Saved data entries =
********************

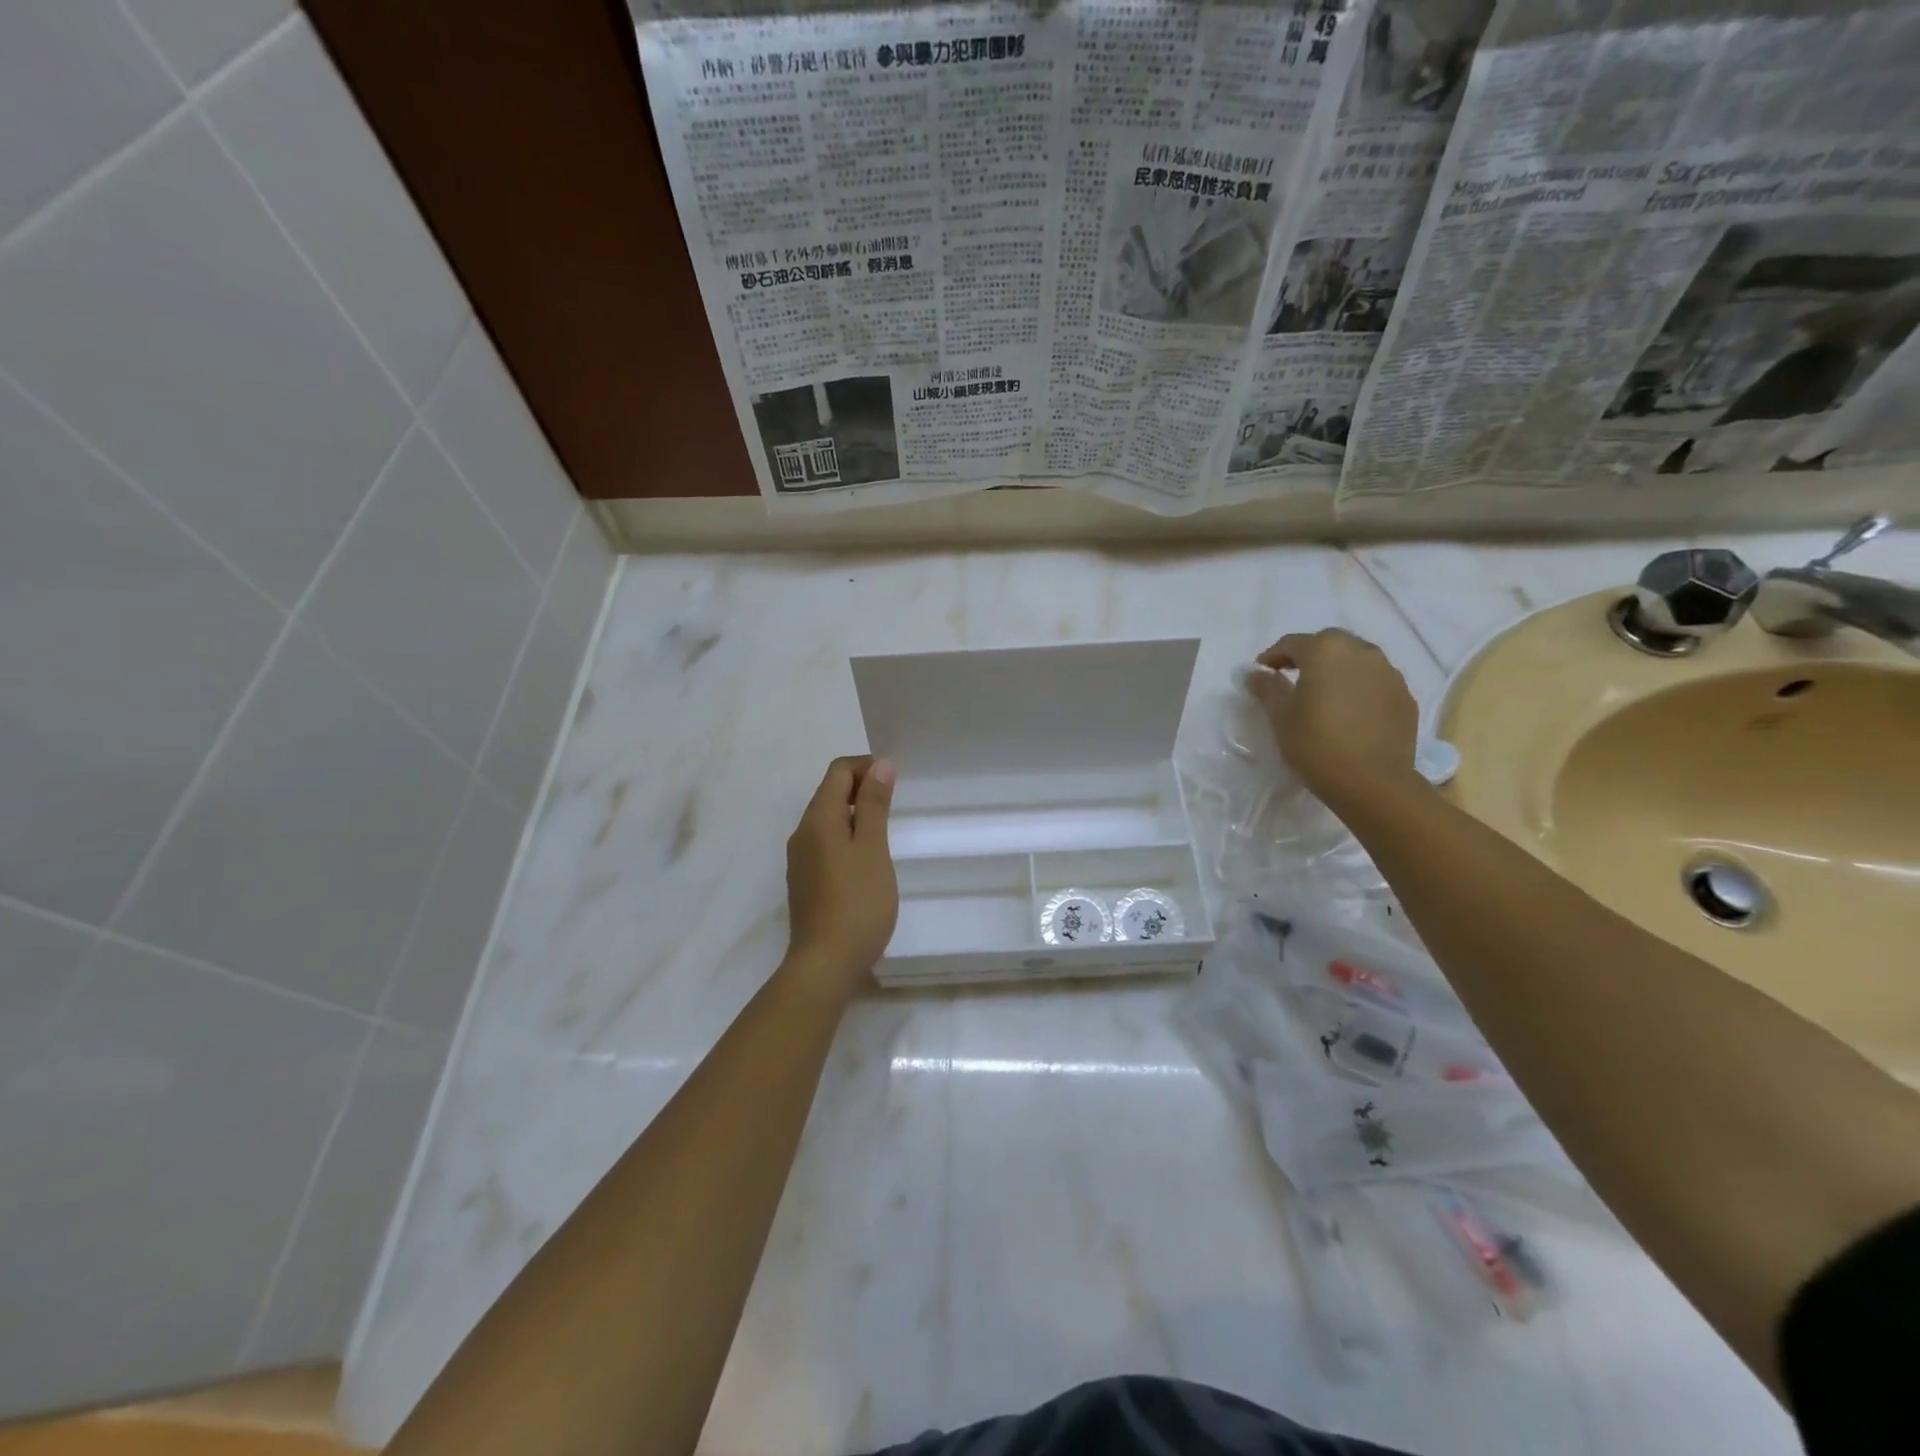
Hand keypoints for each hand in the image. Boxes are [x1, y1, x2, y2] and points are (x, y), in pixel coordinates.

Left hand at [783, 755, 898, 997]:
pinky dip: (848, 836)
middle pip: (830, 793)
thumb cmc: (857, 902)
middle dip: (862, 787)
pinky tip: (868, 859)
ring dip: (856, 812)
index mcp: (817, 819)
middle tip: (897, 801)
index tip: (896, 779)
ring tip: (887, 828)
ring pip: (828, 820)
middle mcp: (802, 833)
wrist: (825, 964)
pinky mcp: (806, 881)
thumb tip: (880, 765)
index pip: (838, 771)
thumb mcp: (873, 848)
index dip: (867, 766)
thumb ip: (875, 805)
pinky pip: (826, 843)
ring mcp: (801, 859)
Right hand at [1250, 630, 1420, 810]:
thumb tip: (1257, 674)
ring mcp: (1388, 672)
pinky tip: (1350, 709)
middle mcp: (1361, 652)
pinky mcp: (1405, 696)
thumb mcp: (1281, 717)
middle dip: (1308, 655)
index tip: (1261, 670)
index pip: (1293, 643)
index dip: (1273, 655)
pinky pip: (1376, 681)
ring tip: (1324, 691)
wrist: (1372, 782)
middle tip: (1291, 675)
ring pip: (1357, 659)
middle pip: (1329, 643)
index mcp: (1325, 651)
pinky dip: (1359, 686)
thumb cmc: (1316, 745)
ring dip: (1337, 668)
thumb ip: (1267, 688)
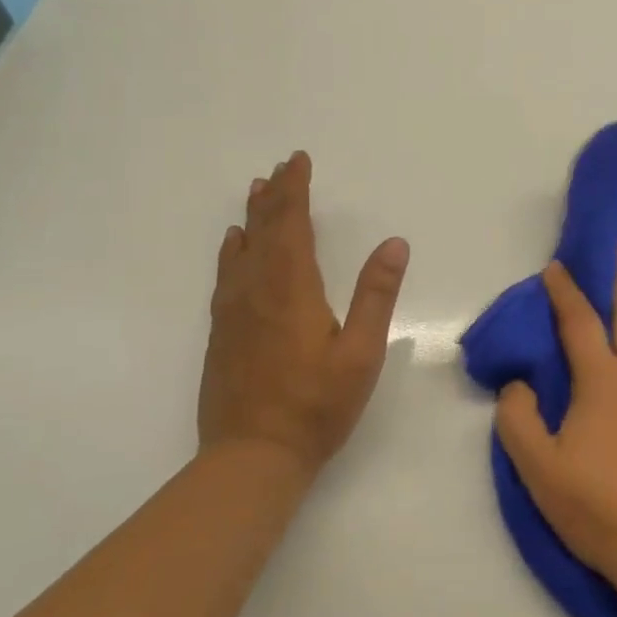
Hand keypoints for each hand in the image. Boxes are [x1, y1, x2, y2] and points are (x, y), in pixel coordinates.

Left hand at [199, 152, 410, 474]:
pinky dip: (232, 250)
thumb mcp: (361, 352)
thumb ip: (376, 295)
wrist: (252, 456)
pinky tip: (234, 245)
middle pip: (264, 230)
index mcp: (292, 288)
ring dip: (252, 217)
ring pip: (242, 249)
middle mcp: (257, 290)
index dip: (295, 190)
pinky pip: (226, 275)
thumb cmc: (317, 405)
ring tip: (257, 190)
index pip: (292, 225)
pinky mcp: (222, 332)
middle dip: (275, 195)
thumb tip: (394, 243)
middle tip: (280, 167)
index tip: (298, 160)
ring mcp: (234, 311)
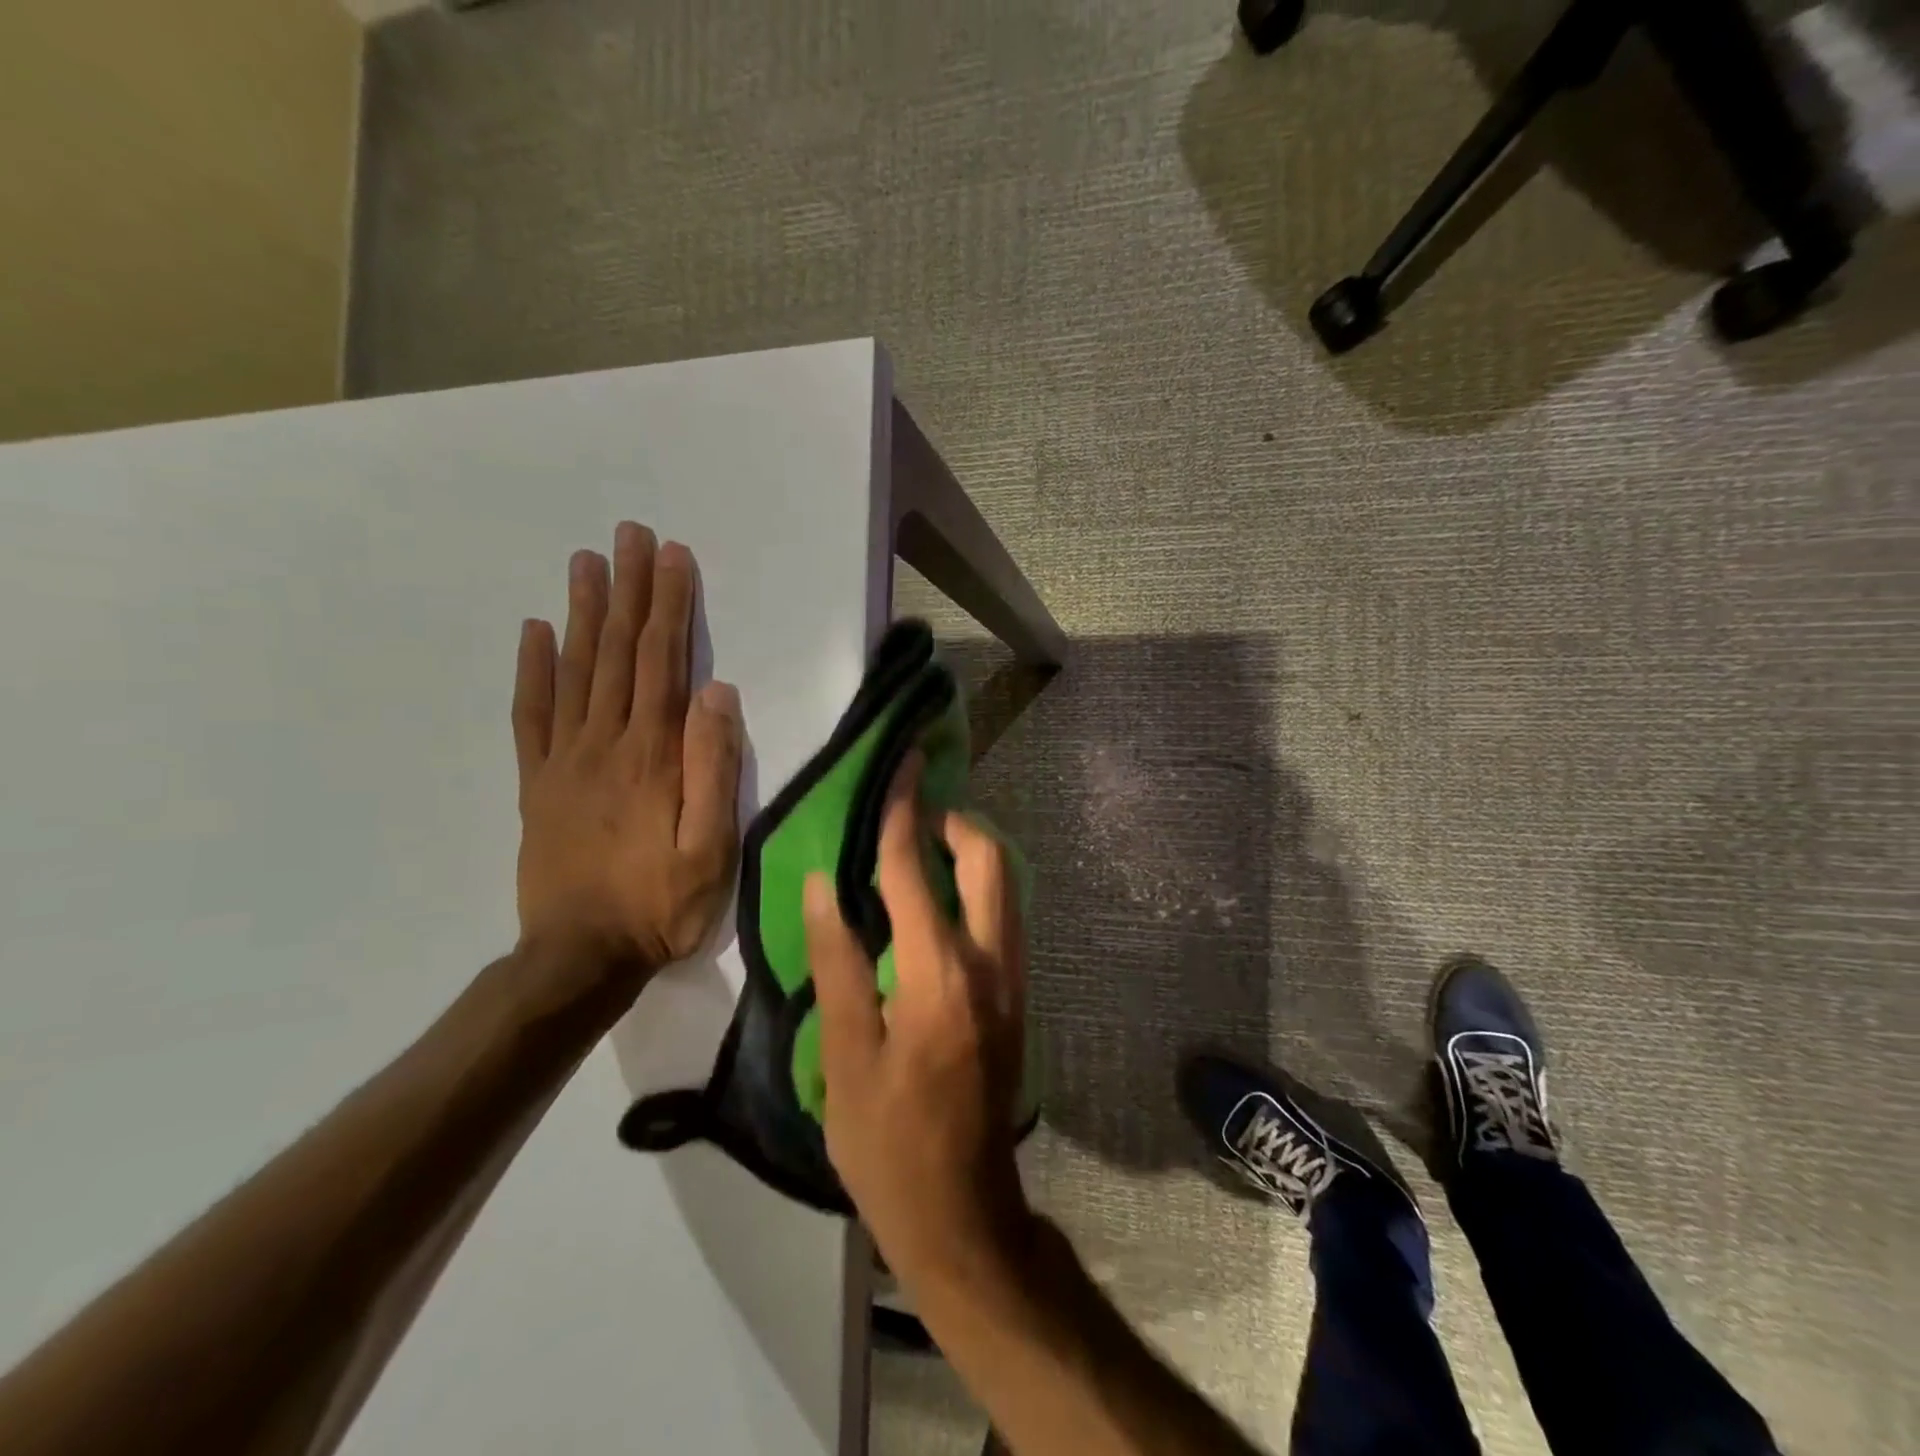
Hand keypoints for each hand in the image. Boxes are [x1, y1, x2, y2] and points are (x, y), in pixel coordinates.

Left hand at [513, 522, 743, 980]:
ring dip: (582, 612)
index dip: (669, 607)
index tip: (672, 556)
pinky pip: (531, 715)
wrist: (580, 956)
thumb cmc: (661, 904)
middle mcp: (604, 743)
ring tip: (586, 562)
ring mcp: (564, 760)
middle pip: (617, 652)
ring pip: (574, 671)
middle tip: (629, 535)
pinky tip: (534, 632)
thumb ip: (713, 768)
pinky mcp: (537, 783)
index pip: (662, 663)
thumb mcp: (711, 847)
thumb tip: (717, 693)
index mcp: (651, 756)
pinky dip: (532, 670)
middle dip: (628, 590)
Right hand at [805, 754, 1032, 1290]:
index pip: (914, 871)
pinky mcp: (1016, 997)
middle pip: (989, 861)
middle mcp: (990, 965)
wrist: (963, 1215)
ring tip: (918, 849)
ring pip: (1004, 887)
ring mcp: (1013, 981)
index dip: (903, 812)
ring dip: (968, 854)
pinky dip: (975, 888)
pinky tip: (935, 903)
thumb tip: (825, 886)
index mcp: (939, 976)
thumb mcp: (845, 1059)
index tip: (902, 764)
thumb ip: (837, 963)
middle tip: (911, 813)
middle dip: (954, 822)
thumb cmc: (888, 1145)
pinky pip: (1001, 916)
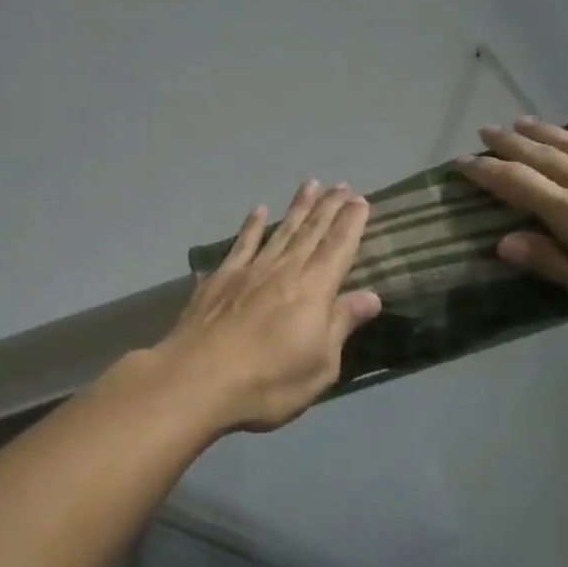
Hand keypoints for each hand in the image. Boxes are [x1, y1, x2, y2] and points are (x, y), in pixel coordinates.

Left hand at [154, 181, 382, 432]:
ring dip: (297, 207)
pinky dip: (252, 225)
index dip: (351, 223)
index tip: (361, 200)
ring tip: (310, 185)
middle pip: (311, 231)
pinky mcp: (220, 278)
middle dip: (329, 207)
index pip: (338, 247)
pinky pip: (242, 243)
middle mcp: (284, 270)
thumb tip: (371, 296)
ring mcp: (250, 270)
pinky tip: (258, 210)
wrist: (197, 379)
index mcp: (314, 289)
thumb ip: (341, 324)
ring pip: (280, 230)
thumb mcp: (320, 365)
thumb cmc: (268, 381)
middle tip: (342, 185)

********************

Could you copy, exactly and with no pictures, each line from the first one above to the line holding "thumb cmc: (1316, 745)"?

REPLY =
Hand keypoints for each hand in the image. Boxes are [x1, y1, x2, y2] and points are (x, y), in pixel coordinates.

Left hand at [783, 755, 898, 997]:
pinky dip: (848, 836)
middle pip: (830, 793)
thumb cmc: (857, 902)
middle dip: (862, 787)
pinky tip: (868, 859)
ring dip: (856, 812)
index mcp: (817, 819)
middle tip: (897, 801)
index tip: (896, 779)
ring tip: (887, 828)
ring pip: (828, 820)
middle mcp: (802, 833)
wrist: (825, 964)
pinky mcp: (806, 881)
thumb tip: (880, 765)
index pip: (838, 771)
thumb mcp: (873, 848)
index dip: (867, 766)
thumb ip: (875, 805)
pinky pip: (826, 843)
ring mcp: (801, 859)
Right hand at [1250, 630, 1420, 810]:
thumb tip: (1257, 674)
ring mcp: (1388, 672)
pinky tip: (1350, 709)
middle mcp: (1361, 652)
pinky mcp: (1405, 696)
thumb mcp: (1281, 717)
middle dip: (1308, 655)
index tip: (1261, 670)
index pip: (1293, 643)
index dip: (1273, 655)
pinky pip: (1376, 681)
ring tip: (1324, 691)
wrist: (1372, 782)
middle tip: (1291, 675)
ring pip: (1357, 659)
middle pip: (1329, 643)
index mcp: (1325, 651)
pinky dip: (1359, 686)
thumb cmc: (1316, 745)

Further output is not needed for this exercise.